One Sunday morning in particular, we were easy walking distance from a major ranger station along the Natchez Trace Parkway, a scenic and historic trail from Natchez, MS to Nashville, TN, now a scenic highway.  You would never know that cars were driving nearby.  It was a foggy morning.  I was responsible for getting the fire started that morning.  Everything was so wet from the early morning fog and morning mist, that the fire had a hard time getting started, but I was successful, on my last match.

Because of my fire delay, breakfast was late.  Site cleanup was postponed.  The Scoutmaster, who I felt of as my second Dad, gathered us all into a small niche along a nature trail.  The sun finally cleared the tree line, so that we had direct light that bounced off the morning mist making everything look clean, fresh, and new.  The Scoutmaster, who struggled through the pain of Cerebral Palsy, recited some Scripture verses that he had memorized.  We sang the first verse of two or three hymns that we all knew.  And he prayed with us.

I felt more alive in the woods that day than I ever had in a church pew.
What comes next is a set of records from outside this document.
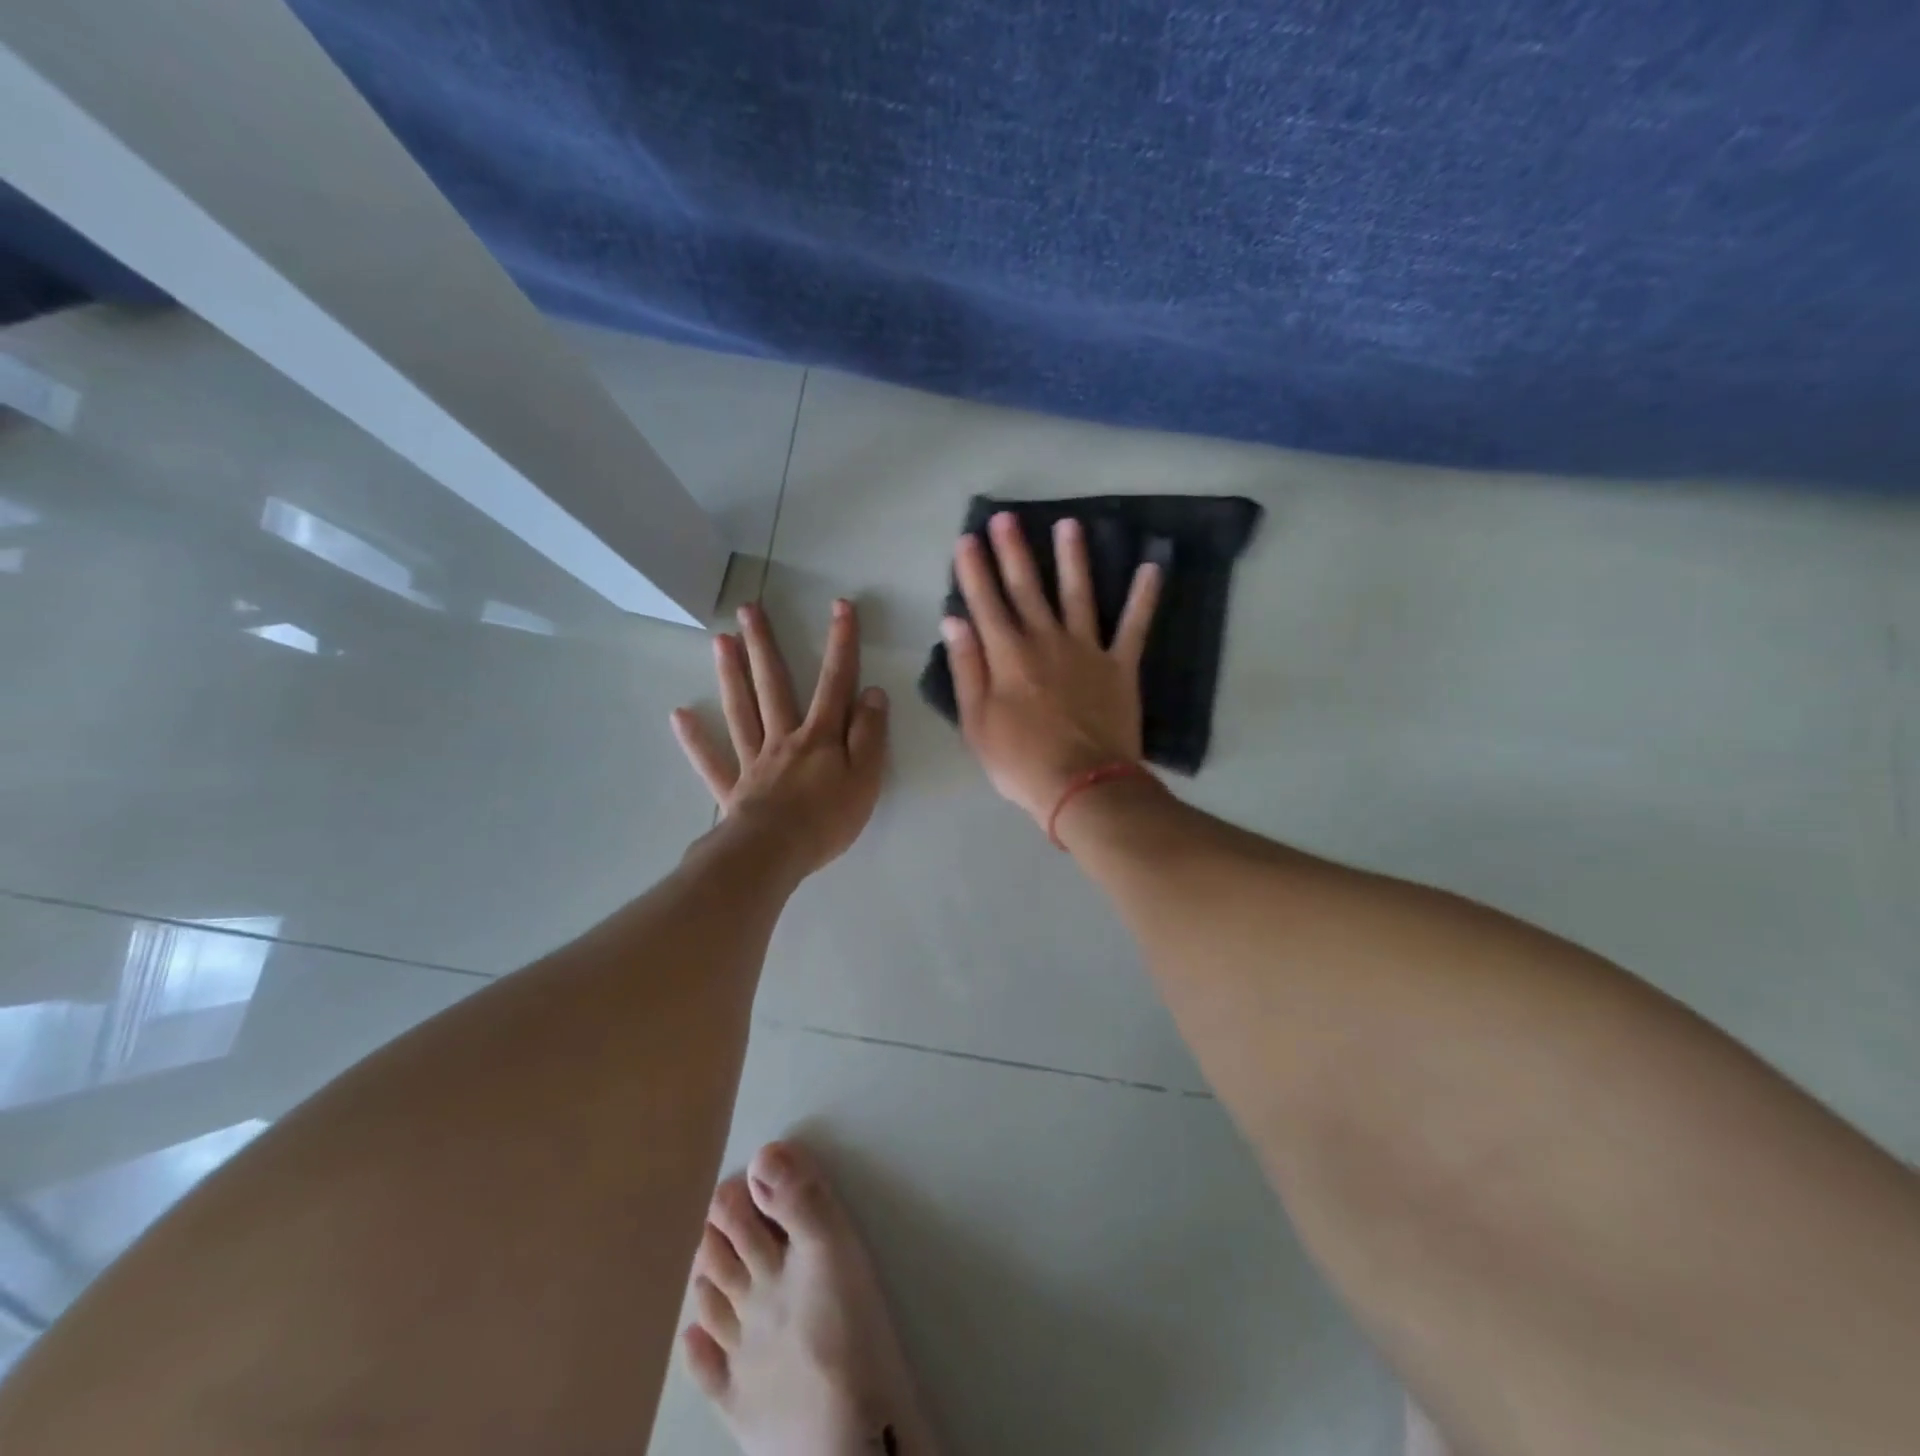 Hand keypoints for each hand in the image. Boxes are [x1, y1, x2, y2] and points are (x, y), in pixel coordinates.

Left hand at [672, 598, 888, 877]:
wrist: (774, 854)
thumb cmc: (827, 819)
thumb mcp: (866, 777)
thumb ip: (869, 734)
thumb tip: (872, 693)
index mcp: (819, 736)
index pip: (835, 682)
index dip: (841, 643)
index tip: (841, 606)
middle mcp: (784, 738)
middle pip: (774, 685)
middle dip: (765, 645)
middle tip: (748, 608)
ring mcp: (754, 761)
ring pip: (741, 711)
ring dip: (732, 674)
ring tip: (721, 640)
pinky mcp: (733, 788)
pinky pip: (712, 760)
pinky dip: (696, 739)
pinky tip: (681, 715)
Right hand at [943, 512, 1161, 825]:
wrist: (1082, 785)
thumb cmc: (1020, 761)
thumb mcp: (977, 722)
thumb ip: (967, 668)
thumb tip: (954, 621)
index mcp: (1007, 656)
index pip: (985, 603)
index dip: (974, 570)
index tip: (968, 539)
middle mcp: (1045, 641)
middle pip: (1026, 589)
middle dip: (1013, 551)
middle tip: (1006, 517)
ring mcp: (1087, 650)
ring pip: (1077, 594)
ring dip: (1072, 558)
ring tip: (1069, 524)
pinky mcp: (1120, 666)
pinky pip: (1134, 626)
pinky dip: (1143, 597)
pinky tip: (1151, 566) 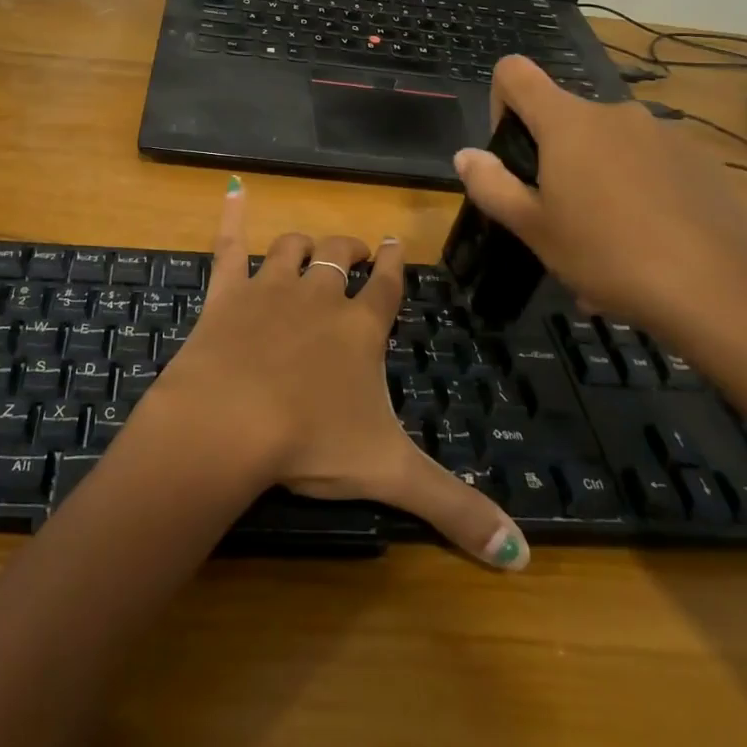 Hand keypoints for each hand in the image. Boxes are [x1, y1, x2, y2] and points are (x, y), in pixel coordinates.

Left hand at [140, 178, 530, 569]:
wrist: (229, 421)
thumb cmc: (311, 442)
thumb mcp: (390, 474)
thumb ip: (454, 508)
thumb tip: (521, 554)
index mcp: (358, 330)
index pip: (386, 286)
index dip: (393, 266)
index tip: (394, 246)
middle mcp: (318, 297)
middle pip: (339, 258)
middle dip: (352, 250)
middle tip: (358, 251)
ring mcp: (269, 288)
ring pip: (291, 248)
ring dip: (302, 244)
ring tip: (308, 247)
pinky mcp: (225, 292)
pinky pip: (228, 244)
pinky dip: (231, 216)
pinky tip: (233, 192)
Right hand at [452, 56, 746, 356]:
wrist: (721, 293)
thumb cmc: (608, 255)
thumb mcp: (533, 228)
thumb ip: (491, 185)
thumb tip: (466, 155)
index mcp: (568, 121)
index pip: (515, 72)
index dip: (500, 101)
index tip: (511, 153)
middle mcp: (615, 113)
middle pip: (565, 119)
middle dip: (552, 160)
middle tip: (556, 219)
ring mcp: (664, 134)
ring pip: (609, 148)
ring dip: (594, 182)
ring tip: (604, 246)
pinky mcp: (700, 161)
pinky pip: (649, 166)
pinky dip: (636, 193)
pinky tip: (646, 246) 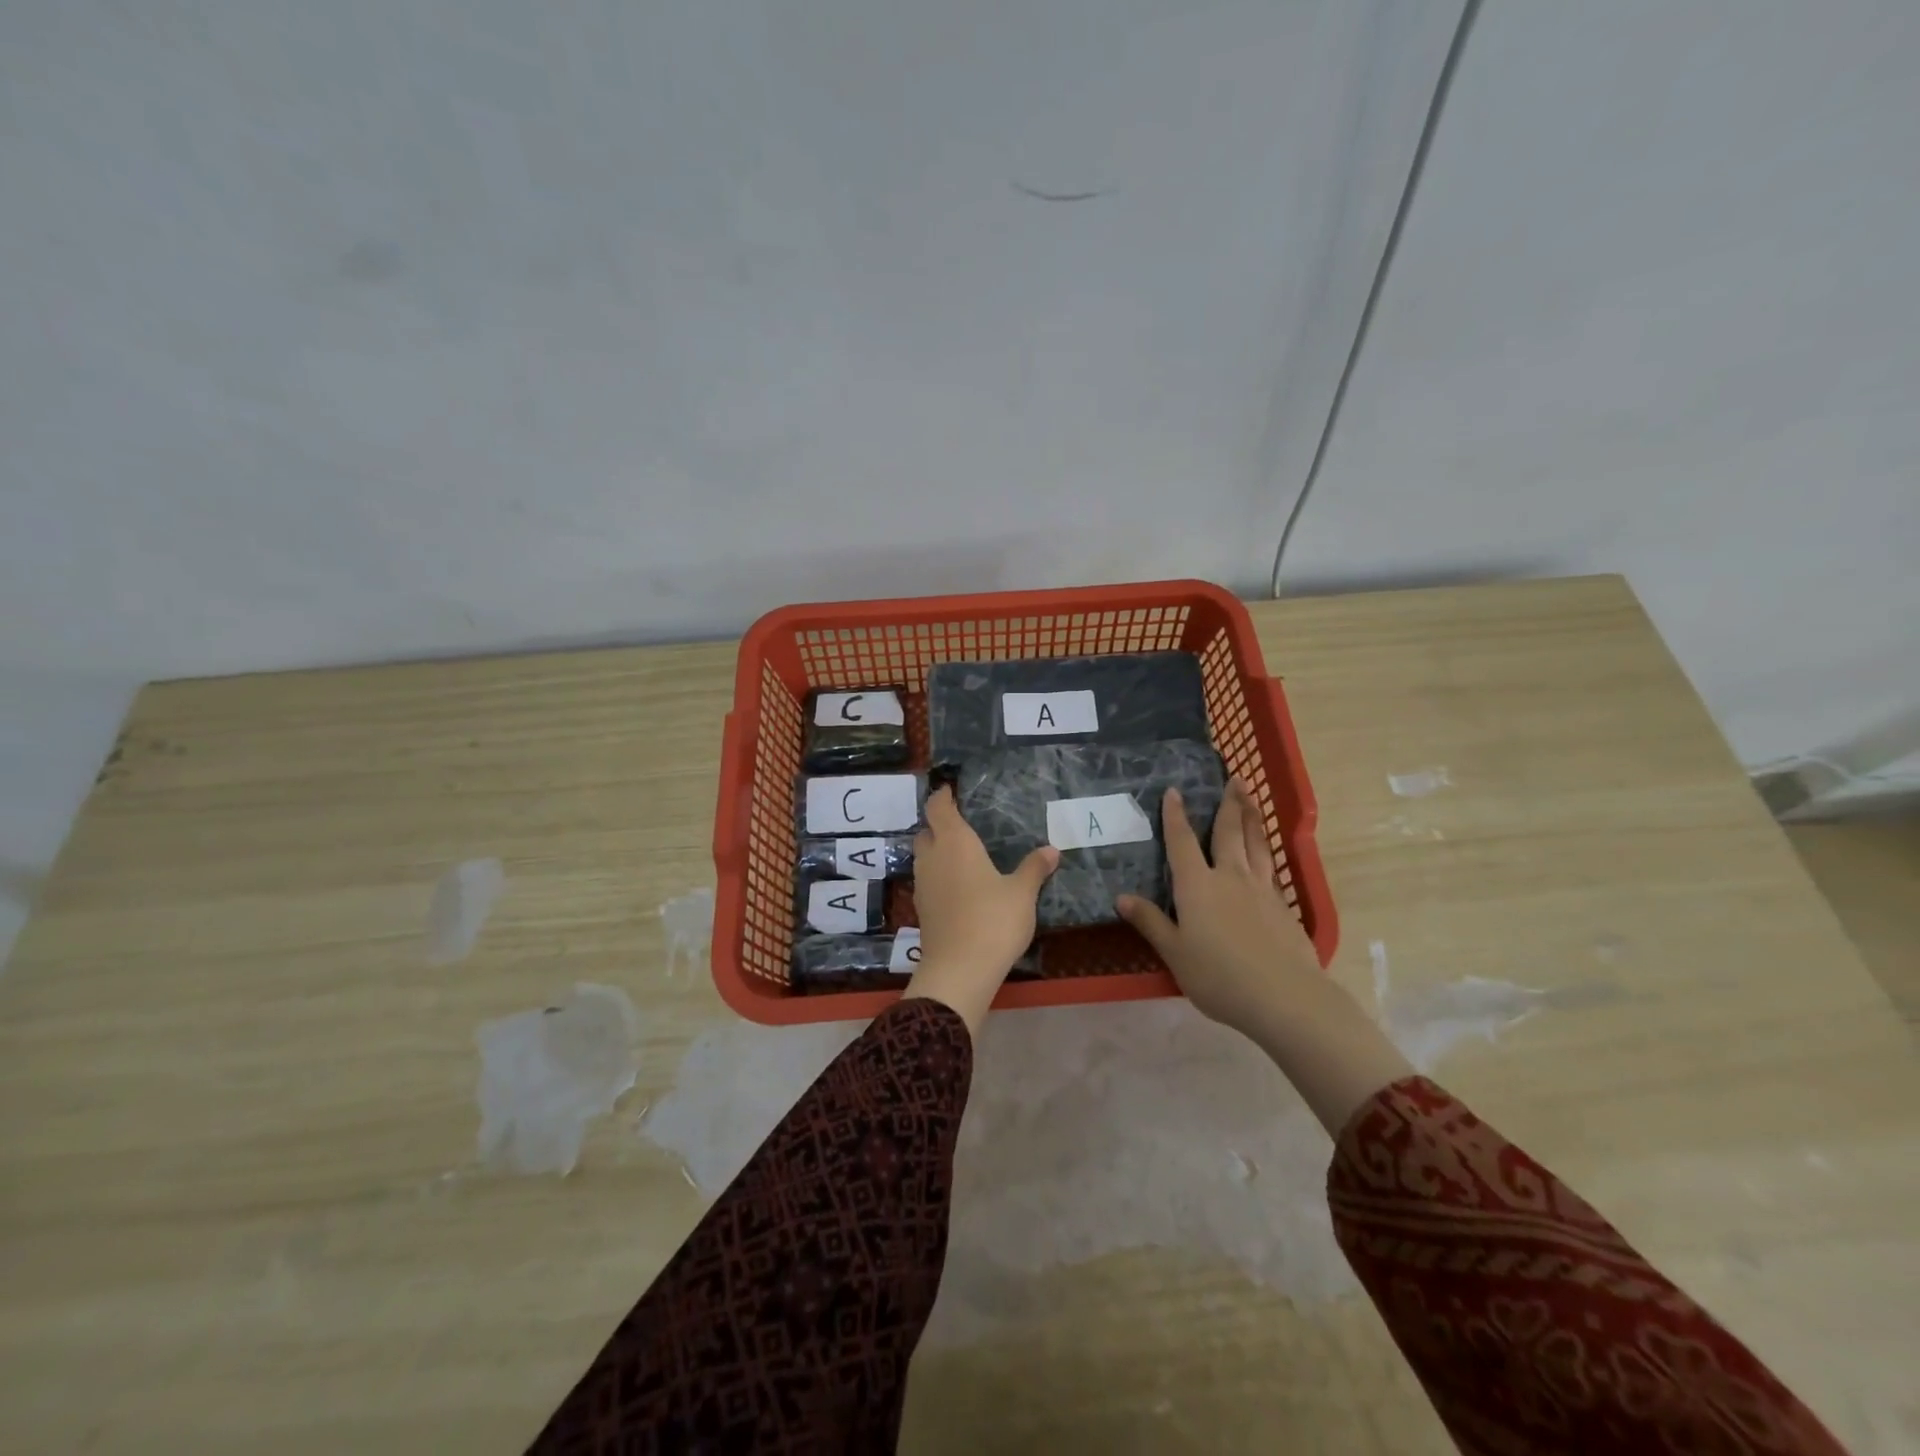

This was only one of many of these campout vespers that made me feel the presence of God, but it would take me coming to grips with the sin in my life, just two years later before I unconditionally surrendered to Jesus Christ.

But would I have had the second experience without the first?

Look at the Scriptures again.  In Hosea, the people experience God.  They know that wonderful, powerful feeling, but it evaporates like dew in the morning.  Yet, when we confess our sins, God washes them away like that morning mist.

One is a “spiritual moment” and the other changes your life forever.

Do not let the next moment pass you by.

Soli Deo Gloria.  Only to God be the Glory.